EXERCISE REQUIREMENTS: Look through the entries that follow and count the lines with the word "other". The reply is that number alone.

SOURCE RECORDS:
■ ■ ■ ■ ■ ■ ■
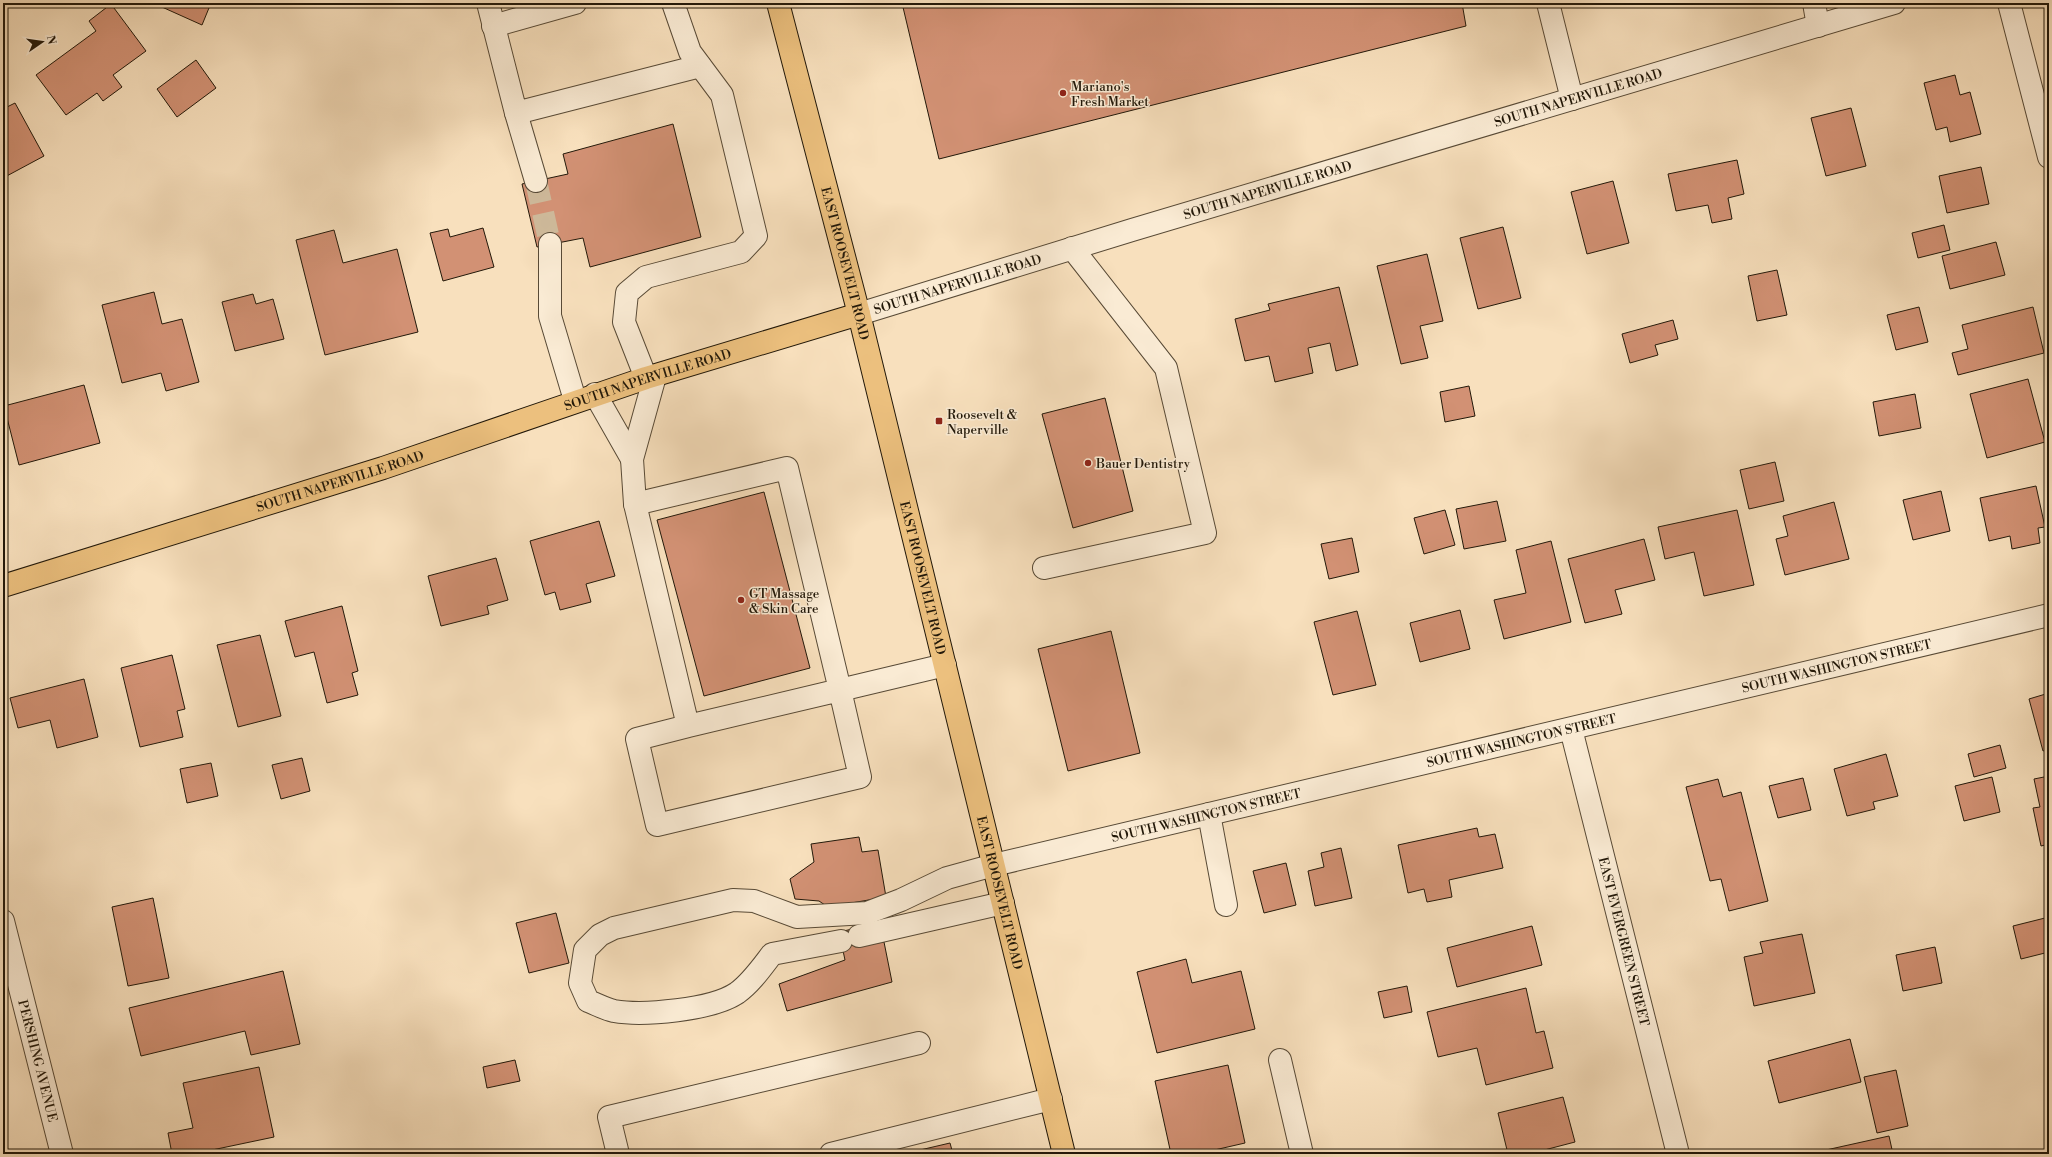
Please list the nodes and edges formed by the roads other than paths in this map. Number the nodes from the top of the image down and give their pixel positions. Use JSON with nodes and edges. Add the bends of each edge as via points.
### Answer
■ ■ ■ ■ ■ ■ ■
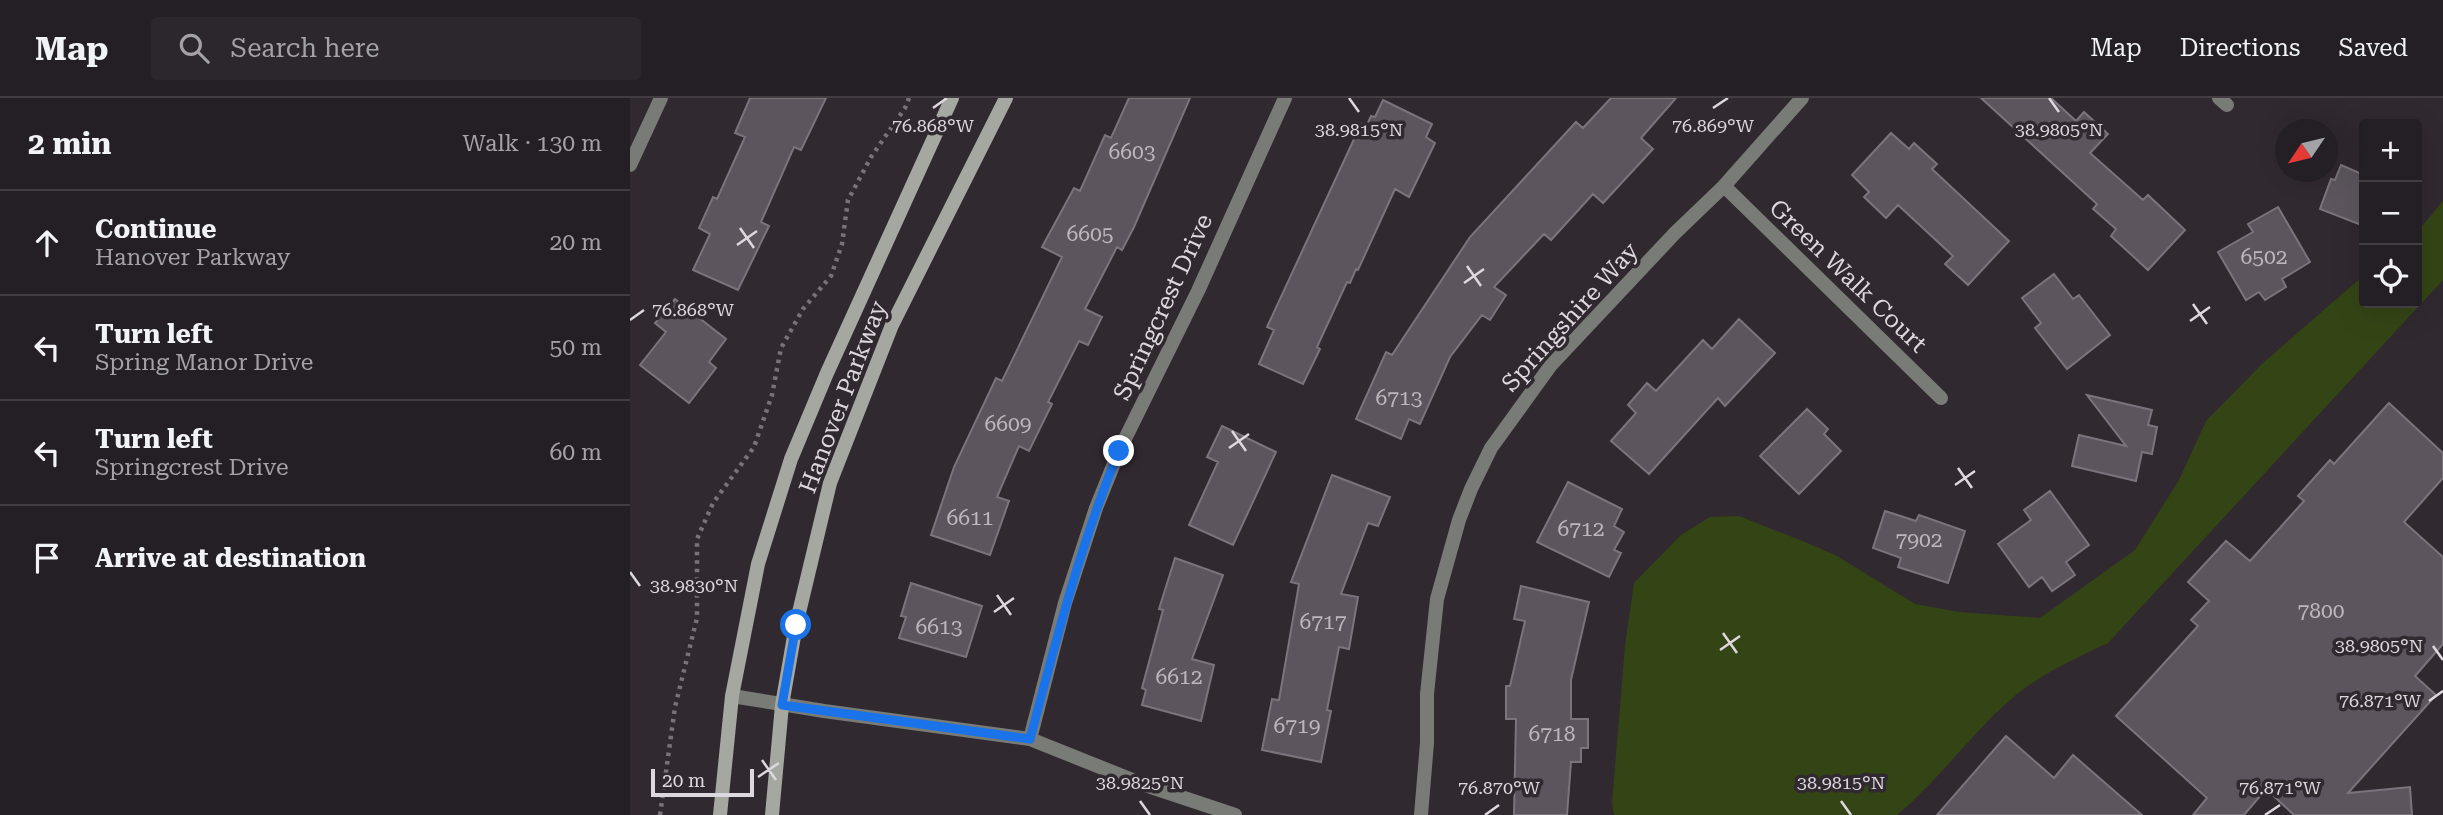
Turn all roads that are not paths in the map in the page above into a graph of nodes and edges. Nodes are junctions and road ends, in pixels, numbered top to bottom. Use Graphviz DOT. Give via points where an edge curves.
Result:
■ ■ ■ ■ ■ ■ ■
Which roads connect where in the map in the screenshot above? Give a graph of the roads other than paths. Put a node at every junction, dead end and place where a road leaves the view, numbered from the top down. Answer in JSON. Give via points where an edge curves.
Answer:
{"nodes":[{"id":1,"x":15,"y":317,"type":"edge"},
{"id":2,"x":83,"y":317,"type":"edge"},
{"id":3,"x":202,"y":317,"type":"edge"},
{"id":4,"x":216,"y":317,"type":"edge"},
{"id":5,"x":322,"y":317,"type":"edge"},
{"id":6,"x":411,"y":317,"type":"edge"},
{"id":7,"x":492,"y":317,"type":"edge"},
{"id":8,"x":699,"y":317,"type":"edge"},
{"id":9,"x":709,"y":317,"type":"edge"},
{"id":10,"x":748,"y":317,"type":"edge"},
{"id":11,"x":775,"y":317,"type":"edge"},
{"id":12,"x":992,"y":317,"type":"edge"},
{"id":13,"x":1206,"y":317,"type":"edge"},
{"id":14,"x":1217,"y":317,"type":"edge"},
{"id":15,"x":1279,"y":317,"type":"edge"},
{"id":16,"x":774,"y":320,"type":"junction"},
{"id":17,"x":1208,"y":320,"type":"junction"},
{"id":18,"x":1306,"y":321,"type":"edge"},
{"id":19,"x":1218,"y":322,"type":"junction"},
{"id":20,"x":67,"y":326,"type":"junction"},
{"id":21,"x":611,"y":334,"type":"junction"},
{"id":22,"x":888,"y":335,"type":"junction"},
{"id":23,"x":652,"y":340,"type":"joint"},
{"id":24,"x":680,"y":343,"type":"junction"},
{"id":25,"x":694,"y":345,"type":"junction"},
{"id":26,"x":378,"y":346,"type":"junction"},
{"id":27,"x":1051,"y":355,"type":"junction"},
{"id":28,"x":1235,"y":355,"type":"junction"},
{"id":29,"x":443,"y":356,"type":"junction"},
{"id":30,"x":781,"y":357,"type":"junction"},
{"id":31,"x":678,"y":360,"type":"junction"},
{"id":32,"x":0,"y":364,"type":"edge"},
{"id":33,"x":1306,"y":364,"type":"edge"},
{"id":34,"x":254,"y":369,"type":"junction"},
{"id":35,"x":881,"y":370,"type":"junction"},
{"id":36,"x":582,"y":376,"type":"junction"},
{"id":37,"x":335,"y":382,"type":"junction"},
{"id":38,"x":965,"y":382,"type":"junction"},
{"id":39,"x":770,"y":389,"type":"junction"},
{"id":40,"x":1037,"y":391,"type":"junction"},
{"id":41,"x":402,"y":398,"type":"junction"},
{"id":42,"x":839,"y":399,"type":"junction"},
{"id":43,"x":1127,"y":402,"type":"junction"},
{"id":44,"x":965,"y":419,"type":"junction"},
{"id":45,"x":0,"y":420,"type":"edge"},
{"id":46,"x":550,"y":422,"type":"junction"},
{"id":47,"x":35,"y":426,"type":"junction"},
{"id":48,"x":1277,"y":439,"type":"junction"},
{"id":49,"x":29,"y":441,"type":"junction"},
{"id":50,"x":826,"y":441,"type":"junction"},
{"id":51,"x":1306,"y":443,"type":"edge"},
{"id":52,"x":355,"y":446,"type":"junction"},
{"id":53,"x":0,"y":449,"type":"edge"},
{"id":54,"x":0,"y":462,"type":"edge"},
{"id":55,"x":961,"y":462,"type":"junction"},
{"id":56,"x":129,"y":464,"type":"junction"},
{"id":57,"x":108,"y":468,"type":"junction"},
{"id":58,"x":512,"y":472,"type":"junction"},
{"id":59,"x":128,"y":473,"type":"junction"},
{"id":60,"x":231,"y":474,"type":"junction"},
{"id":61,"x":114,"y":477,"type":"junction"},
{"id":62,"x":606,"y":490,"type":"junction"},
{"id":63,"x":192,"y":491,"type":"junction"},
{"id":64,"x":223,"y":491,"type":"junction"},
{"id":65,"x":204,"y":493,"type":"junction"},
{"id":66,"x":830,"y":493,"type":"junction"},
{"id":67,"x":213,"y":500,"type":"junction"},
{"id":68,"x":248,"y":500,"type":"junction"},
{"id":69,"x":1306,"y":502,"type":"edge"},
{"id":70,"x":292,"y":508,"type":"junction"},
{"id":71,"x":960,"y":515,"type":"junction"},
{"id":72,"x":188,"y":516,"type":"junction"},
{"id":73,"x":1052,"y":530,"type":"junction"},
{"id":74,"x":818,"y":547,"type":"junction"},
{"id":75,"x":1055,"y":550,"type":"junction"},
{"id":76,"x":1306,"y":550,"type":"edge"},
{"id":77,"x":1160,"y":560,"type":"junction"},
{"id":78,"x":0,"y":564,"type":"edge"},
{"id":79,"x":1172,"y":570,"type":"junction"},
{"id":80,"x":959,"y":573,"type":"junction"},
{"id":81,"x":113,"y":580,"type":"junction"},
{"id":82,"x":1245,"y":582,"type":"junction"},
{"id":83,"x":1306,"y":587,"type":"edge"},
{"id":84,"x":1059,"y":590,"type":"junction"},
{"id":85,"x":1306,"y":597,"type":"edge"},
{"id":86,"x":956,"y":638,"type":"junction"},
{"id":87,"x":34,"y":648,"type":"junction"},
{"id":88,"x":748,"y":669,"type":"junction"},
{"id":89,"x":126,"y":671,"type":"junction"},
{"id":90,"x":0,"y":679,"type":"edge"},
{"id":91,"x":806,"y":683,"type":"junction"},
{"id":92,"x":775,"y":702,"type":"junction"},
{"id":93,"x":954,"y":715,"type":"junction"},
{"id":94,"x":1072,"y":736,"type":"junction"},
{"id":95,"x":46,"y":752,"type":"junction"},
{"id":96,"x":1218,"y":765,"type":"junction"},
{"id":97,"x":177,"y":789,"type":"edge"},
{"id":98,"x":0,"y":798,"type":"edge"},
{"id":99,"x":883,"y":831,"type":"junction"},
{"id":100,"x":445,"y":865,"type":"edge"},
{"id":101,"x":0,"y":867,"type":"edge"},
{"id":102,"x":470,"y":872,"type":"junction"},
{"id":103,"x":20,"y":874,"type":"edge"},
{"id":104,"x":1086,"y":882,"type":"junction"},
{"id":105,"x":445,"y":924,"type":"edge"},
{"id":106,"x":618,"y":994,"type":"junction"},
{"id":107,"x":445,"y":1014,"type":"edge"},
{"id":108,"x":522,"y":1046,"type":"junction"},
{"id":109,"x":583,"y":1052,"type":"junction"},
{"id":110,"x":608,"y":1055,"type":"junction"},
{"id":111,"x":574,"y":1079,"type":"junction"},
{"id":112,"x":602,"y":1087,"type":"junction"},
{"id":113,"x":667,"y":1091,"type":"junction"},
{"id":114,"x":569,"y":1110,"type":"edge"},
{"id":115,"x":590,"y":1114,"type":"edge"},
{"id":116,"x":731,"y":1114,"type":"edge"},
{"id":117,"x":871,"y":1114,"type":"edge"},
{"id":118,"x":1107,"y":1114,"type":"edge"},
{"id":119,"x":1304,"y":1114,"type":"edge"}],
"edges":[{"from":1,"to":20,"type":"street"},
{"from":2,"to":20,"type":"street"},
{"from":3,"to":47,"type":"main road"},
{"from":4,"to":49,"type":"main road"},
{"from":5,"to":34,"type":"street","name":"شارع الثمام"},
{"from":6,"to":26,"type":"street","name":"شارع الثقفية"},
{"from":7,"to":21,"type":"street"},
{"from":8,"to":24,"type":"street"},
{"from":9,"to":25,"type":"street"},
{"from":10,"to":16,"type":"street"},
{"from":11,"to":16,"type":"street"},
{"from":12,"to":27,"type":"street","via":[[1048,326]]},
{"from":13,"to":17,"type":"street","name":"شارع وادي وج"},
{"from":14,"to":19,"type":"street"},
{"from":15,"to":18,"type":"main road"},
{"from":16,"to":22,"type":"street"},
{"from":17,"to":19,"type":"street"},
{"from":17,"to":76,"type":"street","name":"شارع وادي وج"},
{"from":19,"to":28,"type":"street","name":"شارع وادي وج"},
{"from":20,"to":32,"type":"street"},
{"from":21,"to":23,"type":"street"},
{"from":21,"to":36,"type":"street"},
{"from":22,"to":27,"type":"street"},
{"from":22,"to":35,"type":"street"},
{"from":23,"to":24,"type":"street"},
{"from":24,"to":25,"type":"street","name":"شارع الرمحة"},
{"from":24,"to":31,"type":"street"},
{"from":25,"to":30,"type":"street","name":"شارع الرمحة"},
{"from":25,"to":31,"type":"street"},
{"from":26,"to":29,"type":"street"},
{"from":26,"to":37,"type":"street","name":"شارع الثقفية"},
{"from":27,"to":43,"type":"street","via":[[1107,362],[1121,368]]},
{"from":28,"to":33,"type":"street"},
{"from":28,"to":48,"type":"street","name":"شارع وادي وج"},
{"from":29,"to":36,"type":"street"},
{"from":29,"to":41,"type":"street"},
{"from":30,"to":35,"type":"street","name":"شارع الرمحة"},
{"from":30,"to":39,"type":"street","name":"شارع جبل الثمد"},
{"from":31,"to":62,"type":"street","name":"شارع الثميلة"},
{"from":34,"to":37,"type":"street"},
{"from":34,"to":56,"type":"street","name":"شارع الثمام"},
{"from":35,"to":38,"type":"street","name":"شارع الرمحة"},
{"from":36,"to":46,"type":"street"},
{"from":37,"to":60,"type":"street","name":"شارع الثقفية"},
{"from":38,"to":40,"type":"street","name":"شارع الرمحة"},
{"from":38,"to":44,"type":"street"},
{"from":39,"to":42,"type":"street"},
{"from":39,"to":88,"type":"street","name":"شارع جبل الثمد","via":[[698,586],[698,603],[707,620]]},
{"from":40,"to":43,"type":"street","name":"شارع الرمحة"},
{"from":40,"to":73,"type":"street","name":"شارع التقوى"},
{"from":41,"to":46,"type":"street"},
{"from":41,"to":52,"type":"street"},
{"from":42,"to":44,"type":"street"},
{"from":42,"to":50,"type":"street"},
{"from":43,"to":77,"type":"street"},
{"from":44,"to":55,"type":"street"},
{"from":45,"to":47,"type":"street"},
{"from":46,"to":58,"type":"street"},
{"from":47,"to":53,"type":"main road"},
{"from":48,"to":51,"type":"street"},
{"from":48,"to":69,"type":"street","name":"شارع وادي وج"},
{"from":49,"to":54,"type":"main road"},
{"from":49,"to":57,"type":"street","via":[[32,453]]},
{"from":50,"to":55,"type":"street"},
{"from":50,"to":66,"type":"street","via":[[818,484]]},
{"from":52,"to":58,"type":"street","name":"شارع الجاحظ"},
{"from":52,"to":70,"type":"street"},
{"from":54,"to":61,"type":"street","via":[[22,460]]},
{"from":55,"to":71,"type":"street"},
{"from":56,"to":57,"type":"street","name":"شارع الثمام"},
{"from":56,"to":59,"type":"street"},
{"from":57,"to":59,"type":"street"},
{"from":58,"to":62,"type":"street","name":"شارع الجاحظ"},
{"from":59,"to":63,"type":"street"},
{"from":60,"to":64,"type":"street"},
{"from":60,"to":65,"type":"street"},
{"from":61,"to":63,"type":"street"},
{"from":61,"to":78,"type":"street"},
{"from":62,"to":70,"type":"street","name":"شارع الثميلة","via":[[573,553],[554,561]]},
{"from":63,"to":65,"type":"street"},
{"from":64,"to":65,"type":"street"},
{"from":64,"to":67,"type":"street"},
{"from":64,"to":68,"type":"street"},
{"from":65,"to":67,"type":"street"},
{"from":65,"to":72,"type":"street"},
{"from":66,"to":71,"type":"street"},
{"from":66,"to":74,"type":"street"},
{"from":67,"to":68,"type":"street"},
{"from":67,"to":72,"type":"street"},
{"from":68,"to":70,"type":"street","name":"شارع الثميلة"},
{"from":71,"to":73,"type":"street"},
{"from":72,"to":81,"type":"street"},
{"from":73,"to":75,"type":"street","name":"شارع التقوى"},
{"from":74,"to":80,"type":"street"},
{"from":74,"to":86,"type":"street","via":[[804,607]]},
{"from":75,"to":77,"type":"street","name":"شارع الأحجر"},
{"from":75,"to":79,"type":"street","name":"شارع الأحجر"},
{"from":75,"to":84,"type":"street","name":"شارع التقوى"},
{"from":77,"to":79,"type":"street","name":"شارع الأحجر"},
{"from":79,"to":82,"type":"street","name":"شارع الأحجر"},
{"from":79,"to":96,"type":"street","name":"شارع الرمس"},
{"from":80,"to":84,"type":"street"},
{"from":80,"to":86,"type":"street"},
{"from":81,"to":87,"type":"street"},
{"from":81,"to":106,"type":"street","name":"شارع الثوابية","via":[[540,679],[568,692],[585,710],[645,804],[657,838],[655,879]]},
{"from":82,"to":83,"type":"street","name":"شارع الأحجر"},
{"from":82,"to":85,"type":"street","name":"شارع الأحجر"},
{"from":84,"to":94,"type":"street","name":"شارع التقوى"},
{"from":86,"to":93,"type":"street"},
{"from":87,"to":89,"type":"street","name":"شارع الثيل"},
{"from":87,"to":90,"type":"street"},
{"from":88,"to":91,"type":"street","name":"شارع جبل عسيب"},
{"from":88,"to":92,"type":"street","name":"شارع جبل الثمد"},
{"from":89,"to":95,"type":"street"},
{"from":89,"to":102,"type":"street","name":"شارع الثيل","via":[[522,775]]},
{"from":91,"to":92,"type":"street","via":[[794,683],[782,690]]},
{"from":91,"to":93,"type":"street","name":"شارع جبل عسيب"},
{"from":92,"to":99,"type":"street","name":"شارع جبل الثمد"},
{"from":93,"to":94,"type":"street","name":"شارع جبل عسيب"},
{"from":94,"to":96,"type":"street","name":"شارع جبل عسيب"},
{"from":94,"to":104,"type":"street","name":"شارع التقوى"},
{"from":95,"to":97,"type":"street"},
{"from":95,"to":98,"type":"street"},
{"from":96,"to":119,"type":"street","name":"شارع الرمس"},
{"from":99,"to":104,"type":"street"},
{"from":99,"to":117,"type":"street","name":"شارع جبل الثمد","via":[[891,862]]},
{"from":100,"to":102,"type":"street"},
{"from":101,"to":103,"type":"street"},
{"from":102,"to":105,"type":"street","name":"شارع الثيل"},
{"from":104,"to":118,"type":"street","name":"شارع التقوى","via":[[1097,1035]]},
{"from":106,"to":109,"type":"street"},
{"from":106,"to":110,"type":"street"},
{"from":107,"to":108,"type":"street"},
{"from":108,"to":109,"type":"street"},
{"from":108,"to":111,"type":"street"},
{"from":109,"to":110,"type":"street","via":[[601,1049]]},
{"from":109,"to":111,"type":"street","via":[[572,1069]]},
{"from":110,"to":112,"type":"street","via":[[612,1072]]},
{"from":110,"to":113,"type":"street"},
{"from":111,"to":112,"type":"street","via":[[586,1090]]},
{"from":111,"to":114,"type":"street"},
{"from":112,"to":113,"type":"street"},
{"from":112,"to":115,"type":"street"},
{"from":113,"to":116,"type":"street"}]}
■ ■ ■ ■ ■ ■ ■
FINAL ANSWER: 2